Introduction: The undergraduate biomedical engineering (BME) curriculum should prepare students to confidently approach complex problems, as graduates will enter the workforce in an environment of rising healthcare costs, decreasing average life expectancy, and significant socioeconomic disparities in health outcomes. With this landscape, solutions to contemporary problems will require innovative thinking and groundbreaking medical technologies, suggesting that the future of BME will be increasingly design-oriented. Undergraduate BME curricula generally include laboratory and project components aimed at preparing students for senior capstone; however, students may begin capstone without the knowledge, skills, and confidence required for engineering design success. With these shortcomings in mind, we vertically integrated design experiences in our undergraduate BME curriculum and evaluated student design performance throughout.
Methods: Four engineering design project assignments were developed and integrated into sophomore- and junior-level BME laboratory courses, establishing a continuous design thread spanning the four years of the undergraduate BME curriculum. Through the sequence of projects, student teams worked to design (1) fracture fixation devices, (2) electromyogram-controlled motor assemblies, (3) compact spectrophotometers, and (4) programmable drug dosing devices. We developed a common instructional Design Module, organized around an adapted version of the FDA waterfall diagram, and used it in each course to build student understanding of the BME design process. By emphasizing different portions of the waterfall diagram in each course and varying student deliverables, we implemented a stepwise approach to building student design confidence. The set of design projects also intentionally target a multitude of skills relevant to design, including computer-aided design (CAD), computational modeling, iteration, prototyping, programming (LabVIEW and Python), hardware-software integration, and technical communication.
A mixed methods approach was employed to assess student knowledge, confidence, and achievement in design. A pre-/post-quiz (8 questions worth 10 points total) was used to assess student knowledge of design concepts and their application toward medical device design. Students self-reported their design confidence levels prior to the first design project and after each design project, and focus groups were held after design projects to assess student design confidence going forward. Students also rated how worthwhile and enjoyable they found each project using a reflection grid and reflected on the integration of prior coursework into their design projects. Finally, student design reports were scored by instructors using a rubric influenced by AAC&U VALUE Rubrics and the Informed Design Teaching and Learning Matrix. Students also self-reported design mastery via survey, and these responses were correlated to scores from the instructor rubric.

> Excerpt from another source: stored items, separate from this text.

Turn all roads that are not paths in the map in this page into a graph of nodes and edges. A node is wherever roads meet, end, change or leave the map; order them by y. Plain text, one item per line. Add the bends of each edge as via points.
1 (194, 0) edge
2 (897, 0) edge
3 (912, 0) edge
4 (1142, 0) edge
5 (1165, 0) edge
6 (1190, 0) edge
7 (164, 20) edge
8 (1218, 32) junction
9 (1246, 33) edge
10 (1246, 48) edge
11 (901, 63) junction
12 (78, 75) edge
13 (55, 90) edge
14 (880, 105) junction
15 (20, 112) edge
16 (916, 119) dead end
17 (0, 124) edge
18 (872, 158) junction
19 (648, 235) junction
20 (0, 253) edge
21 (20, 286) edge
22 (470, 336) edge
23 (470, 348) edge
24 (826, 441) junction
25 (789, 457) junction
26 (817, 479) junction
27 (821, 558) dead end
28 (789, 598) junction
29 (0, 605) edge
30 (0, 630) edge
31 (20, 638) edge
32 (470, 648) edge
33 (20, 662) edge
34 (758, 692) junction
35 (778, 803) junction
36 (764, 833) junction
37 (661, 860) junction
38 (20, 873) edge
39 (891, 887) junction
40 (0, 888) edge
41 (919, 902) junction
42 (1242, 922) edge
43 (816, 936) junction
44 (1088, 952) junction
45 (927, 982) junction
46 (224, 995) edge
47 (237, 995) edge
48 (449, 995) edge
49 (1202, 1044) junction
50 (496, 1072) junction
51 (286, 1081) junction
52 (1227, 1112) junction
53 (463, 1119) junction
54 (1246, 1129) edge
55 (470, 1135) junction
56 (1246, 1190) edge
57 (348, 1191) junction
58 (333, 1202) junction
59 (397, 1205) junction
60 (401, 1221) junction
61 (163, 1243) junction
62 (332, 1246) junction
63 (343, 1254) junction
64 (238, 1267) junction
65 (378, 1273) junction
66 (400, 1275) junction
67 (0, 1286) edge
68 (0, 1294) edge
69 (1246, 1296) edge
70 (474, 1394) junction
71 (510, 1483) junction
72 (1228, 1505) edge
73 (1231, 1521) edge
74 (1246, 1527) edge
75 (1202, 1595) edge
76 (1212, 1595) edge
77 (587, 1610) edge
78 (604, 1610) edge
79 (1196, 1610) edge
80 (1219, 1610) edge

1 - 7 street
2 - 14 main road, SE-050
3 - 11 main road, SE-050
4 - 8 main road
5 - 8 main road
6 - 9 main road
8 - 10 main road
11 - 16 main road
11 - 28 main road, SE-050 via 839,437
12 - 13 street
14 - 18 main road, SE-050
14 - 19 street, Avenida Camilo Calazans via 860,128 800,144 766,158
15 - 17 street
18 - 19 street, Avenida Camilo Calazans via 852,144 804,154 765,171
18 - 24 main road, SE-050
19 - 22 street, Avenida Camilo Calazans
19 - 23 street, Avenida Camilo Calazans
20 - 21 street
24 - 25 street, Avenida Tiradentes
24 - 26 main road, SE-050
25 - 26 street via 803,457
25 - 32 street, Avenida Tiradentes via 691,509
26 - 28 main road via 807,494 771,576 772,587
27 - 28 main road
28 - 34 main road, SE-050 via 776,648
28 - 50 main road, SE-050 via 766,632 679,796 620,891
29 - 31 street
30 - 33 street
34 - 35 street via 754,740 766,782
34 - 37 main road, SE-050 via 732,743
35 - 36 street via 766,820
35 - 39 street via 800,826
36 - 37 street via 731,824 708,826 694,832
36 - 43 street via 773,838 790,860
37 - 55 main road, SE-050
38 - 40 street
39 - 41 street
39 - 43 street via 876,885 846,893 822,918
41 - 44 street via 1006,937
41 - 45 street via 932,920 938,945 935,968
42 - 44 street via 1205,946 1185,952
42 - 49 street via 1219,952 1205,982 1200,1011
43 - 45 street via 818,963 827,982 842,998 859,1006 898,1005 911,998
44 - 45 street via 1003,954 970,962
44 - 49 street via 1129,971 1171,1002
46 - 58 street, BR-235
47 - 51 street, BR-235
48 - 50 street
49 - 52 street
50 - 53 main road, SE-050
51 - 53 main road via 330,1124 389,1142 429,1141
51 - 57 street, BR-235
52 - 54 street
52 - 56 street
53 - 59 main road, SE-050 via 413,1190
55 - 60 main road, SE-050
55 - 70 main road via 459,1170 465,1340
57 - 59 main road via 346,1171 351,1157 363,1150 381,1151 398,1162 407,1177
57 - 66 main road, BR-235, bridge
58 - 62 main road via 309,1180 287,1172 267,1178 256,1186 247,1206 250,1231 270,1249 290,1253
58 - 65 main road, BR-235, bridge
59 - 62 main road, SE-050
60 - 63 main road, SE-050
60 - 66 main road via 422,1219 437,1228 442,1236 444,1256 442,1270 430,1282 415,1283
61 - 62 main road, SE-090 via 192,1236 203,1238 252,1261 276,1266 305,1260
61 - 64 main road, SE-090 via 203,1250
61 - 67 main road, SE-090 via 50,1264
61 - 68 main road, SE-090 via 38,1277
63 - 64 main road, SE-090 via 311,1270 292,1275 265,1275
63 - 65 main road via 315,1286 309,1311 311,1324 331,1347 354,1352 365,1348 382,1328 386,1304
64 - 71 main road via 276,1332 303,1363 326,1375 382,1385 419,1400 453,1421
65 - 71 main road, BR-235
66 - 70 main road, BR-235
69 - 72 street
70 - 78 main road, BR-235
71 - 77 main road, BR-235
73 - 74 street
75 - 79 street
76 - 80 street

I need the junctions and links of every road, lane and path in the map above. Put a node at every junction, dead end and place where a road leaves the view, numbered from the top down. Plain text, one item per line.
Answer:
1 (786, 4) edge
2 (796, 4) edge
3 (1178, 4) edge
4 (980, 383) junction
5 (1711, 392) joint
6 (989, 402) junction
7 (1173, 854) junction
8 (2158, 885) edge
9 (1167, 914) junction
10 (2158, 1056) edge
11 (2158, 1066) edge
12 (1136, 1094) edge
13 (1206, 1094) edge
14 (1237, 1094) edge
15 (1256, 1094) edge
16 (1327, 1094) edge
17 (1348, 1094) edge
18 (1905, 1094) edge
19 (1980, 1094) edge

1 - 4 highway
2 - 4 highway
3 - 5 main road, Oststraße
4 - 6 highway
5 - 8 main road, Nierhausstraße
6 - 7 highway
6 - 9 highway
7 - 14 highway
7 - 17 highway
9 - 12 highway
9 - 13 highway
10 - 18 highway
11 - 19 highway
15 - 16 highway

Results: Students engaged in 200-level and 300-level projects demonstrated knowledge gains of the BME design process after one project (p < 0.0001) and further knowledge gains after a second project (not statistically significant). In particular, students gained knowledge related to the waterfall diagram, design requirements and constraints, and verification and validation (p < 0.005 for each). In their reflections, students demonstrate cognizance of prior coursework knowledge that they have integrated into their designs, adding to the sought-after sense of curricular connectedness. After the completion of each project, students self-reported significant confidence gains in four major areas (p < 0.05 for each): (1) design process and approach, (2) working with hardware, (3) working with software and interfacing with hardware, and (4) communicating results. Focus group responses support the observed quantitative improvements in student design confidence. Finally, instructor scoring of student design reports indicates that design achievement and ability to communicate design improve as students progress through the curriculum; however, student self-assessment of design mastery does not correlate strongly with instructor scores.
Discussion: Active learning in undergraduate classrooms has been shown to improve performance, motivation, and communication skills among engineering students. By implementing and assessing hands-on engineering design project assignments at the sophomore and junior levels, we have improved student design knowledge, confidence, and achievement prior to capstone design. Future work will address limitations of student self-reporting of confidence levels and will investigate changes in the quality of capstone projects that could result from better prepared students.